Noch bevor er Gabriels Kopf zurechtrücken konnte, knickten Falks Beine ein und er fiel zu Boden.
»Er ist also doch … nur eine Motte gewesen?«, fragte Uriel.
»Ich hätte ihm auch nicht geglaubt. So, wie er gesprochen hat. Was hat er überhaupt hier verloren?«, schaltete sich Raphael ein.
Doch Gabriel schüttelte den Kopf und die schwarzen Haare seines menschlichen Wirts peitschten durch die Luft. Er trat nach dem am Boden liegenden Körper und brach dann in schallendes Gelächter aus.
»Gabriel!«, schrie Michael aufgebracht. »Du bist des Wahnsinns! Geh zurück, Bruder!
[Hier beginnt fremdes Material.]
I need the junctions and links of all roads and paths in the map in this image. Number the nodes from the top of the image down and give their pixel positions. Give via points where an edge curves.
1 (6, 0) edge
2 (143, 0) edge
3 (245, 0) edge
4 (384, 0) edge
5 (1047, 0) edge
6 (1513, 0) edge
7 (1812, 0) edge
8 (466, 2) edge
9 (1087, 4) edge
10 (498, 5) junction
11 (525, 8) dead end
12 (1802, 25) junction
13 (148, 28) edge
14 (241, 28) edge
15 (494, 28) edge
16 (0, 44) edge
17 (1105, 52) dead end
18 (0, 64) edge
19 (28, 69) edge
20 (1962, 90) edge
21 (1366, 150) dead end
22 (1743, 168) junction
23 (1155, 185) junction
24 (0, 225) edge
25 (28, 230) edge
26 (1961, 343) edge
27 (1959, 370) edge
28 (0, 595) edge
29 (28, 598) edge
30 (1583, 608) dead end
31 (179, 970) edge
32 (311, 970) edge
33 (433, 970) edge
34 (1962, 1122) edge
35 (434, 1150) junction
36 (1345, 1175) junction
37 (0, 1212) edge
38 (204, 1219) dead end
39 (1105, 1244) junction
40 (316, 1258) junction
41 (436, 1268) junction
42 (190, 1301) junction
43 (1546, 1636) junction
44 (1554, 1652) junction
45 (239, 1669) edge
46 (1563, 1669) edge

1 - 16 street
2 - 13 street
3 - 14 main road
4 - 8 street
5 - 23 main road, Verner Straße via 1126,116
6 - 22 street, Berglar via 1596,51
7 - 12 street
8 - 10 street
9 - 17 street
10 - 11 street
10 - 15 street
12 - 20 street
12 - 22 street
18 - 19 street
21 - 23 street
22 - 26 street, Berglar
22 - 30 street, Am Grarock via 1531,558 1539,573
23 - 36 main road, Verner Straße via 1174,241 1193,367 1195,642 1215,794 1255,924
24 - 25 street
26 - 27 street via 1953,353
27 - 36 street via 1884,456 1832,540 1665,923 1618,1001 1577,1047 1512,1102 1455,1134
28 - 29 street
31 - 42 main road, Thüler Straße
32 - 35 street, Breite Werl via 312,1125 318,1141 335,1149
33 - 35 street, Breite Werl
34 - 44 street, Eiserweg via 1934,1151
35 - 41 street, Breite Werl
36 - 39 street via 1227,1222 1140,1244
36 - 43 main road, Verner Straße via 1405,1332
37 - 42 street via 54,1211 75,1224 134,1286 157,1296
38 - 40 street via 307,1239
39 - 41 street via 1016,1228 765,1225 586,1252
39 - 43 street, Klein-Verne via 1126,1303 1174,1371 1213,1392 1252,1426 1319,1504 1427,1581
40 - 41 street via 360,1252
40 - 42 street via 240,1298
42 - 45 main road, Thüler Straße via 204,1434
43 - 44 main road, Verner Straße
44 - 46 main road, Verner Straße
Erkläre den Göttern, was du getan hast!«
Doch sein Gelächter wurde nur lauter und lauter, hallte von den Baumwipfeln wider und hinterließ ein makabres Echo.
Gabriel bückte sich und zog den Körper des Menschen hoch. Wie eine schlaffe Marionette hielt er Falk in die Luft.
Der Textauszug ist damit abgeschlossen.